Explore Kefalonia: the top things to do, where to stay & what to eat
Picture-perfect towns, breathtaking beaches and sparkling azure seas await on this charismatic Greek island.
Why go to Kefalonia?
Pinned to the map off the western cheek of the Greek mainland, Kefalonia is a world apart from its neighbours Corfu and Zante both geographically and spiritually. Pace is slow, its far-flung peninsulas are wild and lush and goats and gangly horned sheep outnumber island-hopping visitors. This is Greece as it once was – without the glammed-up crowds of Mykonos or dressed-down clubs of Crete – and today the Ionian island offers a pervading sense of romance and nostalgia that chimes with the story of Captain Corelli’s Mandolin, Louis de Bernières’ bestseller that was both set and later filmed on the island.

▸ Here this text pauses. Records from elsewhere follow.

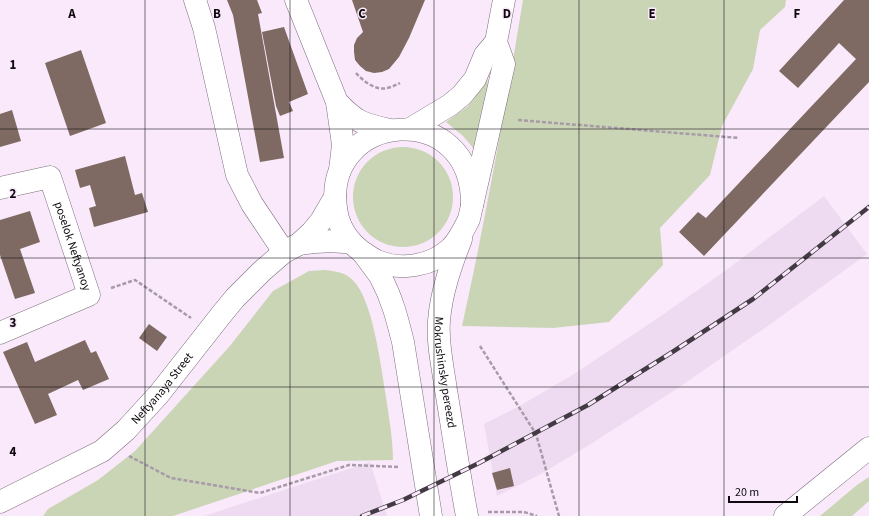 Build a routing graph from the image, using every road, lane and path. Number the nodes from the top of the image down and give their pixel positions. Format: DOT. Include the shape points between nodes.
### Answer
graph roads {
  1 [pos="195,0"];
  2 [pos="296,0"];
  3 [pos="504,0"];
  4 [pos="496,42"];
  5 [pos="356,74"];
  6 [pos="400,83"];
  7 [pos="337,102"];
  8 [pos="518,120"];
  9 [pos="400,129"];
  10 [pos="739,138"];
  11 [pos="340,170"];
  12 [pos="0,188"];
  13 [pos="335,197"];
  14 [pos="472,205"];
  15 [pos="463,231"];
  16 [pos="292,248"];
  17 [pos="357,248"];
  18 [pos="88,295"];
  19 [pos="195,321"];
  20 [pos="0,333"];
  21 [pos="480,346"];
  22 [pos="109,446"];
  23 [pos="869,448"];
  24 [pos="398,467"];
  25 [pos="0,502"];
  26 [pos="476,514"];
  27 [pos="431,516"];
  28 [pos="537,516"];
  29 [pos="559,516"];
  30 [pos="785,516"];
  1 -- 16 [label="main road" via="204,28 237,175 252,204"];
  2 -- 7 [label="main road"];
  3 -- 4 [label="main road"];
  4 -- 9 [label="main road" via="485,55 475,79 462,95 450,105"];
  4 -- 14 [label="main road" via="504,64"];
  5 -- 6 [label="path" via="364,82 386,89"];
  7 -- 9 [label="main road" via="350,116 367,125"];
  7 -- 11 [label="main road" via="342,145"];
  8 -- 10 [label="path"];
  9 -- 11 [label="main road" via="375,135 361,143"];
  9 -- 14 [label="main road" via="435,136 450,147 462,162 469,177"];
  11 -- 13 [label="main road" via="335,186"];
  12 -- 18 [label="main road, poselok Neftyanoy" via="50,177"];
  13 -- 16 [label="main road, Neftyanaya Street" via="312,232"];
  13 -- 17 [label="main road" via="339,222"];
  14 -- 15 [label="main road"];
  15 -- 17 [label="main road" via="450,248 438,257 412,266 377,261"];
  15 -- 26 [label="main road, Mokrushinsky pereezd" via="442,301 439,322 440,350 459,473"];
  16 -- 17 [label="main road, Neftyanaya Street" via="319,240 334,240"];
  16 -- 22 [label="main road, Neftyanaya Street" via="262,271 235,298 159,394"];
  17 -- 27 [label="main road" via="379,276 391,298 397,319"];
  18 -- 19 [label="path" via="135,280"];
  18 -- 20 [label="main road, poselok Neftyanoy"];
  21 -- 29 [label="path" via="536,434"];
  22 -- 24 [label="path" via="171,478 260,493 349,465"];
  22 -- 25 [label="main road, Neftyanaya Street"];
  23 -- 30 [label="main road"];
  26 -- 28 [label="path" via="524,512"];
}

Best places to visit in Kefalonia
Nowhere else has shaped Kefalonia quite like the island’s sun-splashed capital. A major port town with a fleet of boats and a downtown precinct showcasing best-in-Greece retail, it has plenty of Mediterranean flair, with a thronging fish market, delightful al fresco coffee scene and wine shops stocked with local vintages. Oddly, if undeniably welcome, Argostoli is also home to an unlikely population of giant loggerheads and green turtles. Over the decades, they’ve congregated in the harbour on the hunt for scraps as fishermen return every morning with their daily catch. Kefalonia? Caribbean more like.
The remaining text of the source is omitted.